Walnuts and almonds usually make the healthiest foods lists, but pistachios deserve just as much love. Rich in both polyunsaturated and monounsaturated fats, pistachios can do wonders for your heart. One review published in The American Journal of Clinical Nutrition found while a mix of nuts can reduce cholesterol levels, pistachios had the greatest effect.
Nearly any type of nut is a smart choice for snacking thanks to satiating fat, but pistachios are even better for portioning purposes. The Kitchn illustrates that you can eat more pistachios for the same number of calories as other varieties. Opting for shell-on is even better. Removing the exterior will slow you down, reducing your chances of going overboard.
Olive oil gets all the attention from healthy eaters, so it seems a little silly the fruits themselves haven’t received as much adoration. According to SFGate, olives boast plenty of fiber, iron, vitamin E, and monounsaturated fats. The fruit also has an advantage over the oil when it comes to your digestive health. Time explains olives are a fermented food, rich in a type of bacteria that’s great for your gut.
The one caveat to this ingredient is the salt.
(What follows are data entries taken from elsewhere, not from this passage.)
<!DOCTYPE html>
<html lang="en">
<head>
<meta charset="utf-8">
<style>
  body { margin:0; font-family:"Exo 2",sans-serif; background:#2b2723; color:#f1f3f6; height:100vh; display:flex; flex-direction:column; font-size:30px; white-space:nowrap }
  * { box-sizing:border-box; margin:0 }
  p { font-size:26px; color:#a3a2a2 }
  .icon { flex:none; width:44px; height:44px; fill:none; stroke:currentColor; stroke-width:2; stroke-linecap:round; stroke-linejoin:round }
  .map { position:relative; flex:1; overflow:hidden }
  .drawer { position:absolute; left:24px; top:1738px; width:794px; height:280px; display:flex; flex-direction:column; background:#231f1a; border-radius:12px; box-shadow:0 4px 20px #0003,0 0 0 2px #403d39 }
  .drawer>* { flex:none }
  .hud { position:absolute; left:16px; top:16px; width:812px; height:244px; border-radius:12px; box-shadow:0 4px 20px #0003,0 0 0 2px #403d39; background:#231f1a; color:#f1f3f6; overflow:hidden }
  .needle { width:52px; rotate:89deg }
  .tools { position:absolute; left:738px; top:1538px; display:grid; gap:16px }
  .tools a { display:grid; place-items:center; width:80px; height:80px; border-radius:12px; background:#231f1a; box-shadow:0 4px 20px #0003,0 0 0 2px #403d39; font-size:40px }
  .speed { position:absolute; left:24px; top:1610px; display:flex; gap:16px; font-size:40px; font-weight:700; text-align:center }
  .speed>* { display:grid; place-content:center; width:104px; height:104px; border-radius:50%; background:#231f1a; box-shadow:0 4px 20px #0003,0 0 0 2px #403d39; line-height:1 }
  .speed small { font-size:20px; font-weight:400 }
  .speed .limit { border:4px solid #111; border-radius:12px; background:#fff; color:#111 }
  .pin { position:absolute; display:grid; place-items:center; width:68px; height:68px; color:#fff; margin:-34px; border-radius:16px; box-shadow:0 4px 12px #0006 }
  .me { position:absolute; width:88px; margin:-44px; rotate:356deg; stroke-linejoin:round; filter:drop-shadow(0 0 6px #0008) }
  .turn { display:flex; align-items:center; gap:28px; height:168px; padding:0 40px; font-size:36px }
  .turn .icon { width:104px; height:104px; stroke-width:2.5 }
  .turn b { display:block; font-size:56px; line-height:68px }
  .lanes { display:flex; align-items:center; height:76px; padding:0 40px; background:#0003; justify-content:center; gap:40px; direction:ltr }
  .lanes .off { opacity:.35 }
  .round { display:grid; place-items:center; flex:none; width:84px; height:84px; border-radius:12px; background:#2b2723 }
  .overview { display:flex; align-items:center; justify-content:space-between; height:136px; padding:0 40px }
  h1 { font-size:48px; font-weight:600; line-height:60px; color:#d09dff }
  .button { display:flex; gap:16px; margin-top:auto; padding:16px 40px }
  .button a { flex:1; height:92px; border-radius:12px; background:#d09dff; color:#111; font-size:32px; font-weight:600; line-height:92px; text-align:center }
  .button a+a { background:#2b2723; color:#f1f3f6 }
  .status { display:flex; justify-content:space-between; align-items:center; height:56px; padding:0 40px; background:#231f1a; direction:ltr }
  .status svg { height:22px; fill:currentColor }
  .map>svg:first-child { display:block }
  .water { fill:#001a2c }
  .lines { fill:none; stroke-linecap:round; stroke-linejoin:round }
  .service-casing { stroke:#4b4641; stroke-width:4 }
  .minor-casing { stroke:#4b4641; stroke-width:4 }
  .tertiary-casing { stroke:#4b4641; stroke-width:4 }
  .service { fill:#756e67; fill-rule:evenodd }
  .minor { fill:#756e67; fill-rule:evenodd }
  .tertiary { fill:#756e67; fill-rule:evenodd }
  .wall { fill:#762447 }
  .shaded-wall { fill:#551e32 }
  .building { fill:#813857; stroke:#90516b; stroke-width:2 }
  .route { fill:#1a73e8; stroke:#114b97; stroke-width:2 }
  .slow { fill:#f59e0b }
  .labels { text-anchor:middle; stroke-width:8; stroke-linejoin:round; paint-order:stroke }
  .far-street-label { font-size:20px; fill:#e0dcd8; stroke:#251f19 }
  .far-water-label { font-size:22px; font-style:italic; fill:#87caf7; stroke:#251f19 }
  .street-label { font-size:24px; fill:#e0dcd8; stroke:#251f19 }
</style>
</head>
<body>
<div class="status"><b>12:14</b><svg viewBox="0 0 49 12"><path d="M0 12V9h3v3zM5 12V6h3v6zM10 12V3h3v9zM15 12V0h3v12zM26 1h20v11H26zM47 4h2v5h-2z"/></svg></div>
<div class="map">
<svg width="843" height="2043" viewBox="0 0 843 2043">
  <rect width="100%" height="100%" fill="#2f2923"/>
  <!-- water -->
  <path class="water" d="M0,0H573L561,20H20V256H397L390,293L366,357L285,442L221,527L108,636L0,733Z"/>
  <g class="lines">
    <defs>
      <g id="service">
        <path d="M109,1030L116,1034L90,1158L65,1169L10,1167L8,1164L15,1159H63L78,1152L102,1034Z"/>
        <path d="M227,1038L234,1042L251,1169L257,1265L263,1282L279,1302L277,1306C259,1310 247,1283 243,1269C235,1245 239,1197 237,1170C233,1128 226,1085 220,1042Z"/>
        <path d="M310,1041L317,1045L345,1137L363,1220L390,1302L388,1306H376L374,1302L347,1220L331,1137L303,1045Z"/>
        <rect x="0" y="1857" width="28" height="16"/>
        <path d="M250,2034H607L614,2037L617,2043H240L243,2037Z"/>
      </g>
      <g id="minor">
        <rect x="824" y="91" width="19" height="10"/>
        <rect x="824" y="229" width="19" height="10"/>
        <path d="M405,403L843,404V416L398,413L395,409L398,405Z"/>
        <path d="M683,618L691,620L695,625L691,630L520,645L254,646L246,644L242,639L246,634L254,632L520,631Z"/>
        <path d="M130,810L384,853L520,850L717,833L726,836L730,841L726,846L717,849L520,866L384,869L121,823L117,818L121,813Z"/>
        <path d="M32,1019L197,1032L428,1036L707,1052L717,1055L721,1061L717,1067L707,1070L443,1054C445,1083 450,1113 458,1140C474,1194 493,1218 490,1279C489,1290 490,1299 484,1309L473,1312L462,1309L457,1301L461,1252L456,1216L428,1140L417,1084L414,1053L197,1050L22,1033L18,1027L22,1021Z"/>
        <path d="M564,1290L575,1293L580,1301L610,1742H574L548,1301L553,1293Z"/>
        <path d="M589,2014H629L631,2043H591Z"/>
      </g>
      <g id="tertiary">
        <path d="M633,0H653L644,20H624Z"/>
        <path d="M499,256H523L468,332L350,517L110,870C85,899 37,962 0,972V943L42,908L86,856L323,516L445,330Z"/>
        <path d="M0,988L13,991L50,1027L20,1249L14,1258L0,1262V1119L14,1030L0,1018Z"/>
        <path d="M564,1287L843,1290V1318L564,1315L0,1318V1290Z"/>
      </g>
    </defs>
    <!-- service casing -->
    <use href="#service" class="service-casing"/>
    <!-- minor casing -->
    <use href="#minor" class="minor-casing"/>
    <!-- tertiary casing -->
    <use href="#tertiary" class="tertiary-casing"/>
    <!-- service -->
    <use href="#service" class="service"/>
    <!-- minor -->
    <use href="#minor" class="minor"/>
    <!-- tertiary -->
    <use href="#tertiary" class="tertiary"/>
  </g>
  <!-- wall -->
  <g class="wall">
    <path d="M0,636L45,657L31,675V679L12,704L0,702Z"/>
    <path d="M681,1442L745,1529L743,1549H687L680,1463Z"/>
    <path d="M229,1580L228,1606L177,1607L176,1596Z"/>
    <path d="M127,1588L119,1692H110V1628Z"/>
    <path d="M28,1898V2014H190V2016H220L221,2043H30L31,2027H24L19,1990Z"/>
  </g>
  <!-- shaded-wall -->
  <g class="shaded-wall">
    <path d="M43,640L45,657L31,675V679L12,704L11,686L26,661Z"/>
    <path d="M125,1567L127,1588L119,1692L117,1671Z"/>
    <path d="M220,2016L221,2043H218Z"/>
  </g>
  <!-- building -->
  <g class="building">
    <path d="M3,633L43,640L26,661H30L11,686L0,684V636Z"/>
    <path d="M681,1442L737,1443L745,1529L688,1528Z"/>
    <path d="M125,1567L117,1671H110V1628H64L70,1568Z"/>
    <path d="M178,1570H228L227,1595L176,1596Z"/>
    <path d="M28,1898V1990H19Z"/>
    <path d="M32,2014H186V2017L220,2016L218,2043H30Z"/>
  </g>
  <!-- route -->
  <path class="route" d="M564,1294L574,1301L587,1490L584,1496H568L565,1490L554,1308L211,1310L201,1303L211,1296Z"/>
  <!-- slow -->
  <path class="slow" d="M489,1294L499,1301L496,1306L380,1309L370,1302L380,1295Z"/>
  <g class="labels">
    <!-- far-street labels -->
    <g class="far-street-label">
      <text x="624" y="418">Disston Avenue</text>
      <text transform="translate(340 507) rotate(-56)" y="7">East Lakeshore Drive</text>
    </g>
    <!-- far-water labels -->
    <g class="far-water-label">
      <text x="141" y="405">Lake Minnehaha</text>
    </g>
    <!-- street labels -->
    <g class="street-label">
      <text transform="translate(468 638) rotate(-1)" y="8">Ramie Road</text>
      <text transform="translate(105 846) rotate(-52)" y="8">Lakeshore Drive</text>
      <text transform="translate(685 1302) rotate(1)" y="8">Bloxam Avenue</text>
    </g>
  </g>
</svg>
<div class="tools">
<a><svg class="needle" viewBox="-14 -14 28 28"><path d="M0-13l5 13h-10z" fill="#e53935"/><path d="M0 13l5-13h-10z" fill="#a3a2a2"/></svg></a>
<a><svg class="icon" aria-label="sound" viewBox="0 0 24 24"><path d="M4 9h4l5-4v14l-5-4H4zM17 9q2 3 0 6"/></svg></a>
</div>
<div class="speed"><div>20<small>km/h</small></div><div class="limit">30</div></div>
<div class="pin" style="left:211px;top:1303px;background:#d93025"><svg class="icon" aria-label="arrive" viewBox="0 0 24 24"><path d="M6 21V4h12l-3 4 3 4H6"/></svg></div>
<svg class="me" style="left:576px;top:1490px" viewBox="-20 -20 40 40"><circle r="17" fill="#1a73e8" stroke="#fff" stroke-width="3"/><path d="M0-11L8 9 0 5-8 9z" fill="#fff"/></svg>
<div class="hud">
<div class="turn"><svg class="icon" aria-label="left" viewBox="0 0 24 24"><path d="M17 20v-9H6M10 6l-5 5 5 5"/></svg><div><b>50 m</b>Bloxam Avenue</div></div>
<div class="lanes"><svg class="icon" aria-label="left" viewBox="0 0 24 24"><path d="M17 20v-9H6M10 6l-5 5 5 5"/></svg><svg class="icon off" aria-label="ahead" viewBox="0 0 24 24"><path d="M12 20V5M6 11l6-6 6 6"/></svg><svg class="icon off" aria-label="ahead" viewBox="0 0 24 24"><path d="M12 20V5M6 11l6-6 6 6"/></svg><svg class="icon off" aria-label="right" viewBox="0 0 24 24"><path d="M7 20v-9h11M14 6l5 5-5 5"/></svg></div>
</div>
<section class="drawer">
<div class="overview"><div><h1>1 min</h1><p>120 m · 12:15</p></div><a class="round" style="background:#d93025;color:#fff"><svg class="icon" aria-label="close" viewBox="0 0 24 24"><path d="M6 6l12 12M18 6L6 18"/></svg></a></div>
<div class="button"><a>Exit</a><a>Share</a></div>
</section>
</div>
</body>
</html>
But keep in mind, cooking with olives means you’ll likely end up using far less additional salt in your dish. According to Livestrong, black varieties tend to boast lower sodium levels than green ones. You should also keep your eyes peeled for low-sodium olives.
6. Dark Chocolate
While most of us think of chocolate as something sweet, more than half of the calories in this treat come from fat. This isn’t a bad thing because reaching for something with a bit of fat for dessert will keep you more satisfied than something on the sugarier end of the spectrum. Consider one 2014 study that found dark chocolate was more effective at promoting a feeling of fullness than milk chocolate.
And let’s not forget about the antioxidants dark chocolate boasts. One 2013 review suggests these compounds may boost cognitive function and mood. Though the link between dark chocolate and heart health has gone both ways, a 2015 study found high chocolate intake was associated with a reduced risk of heart disease. Not bad for dessert.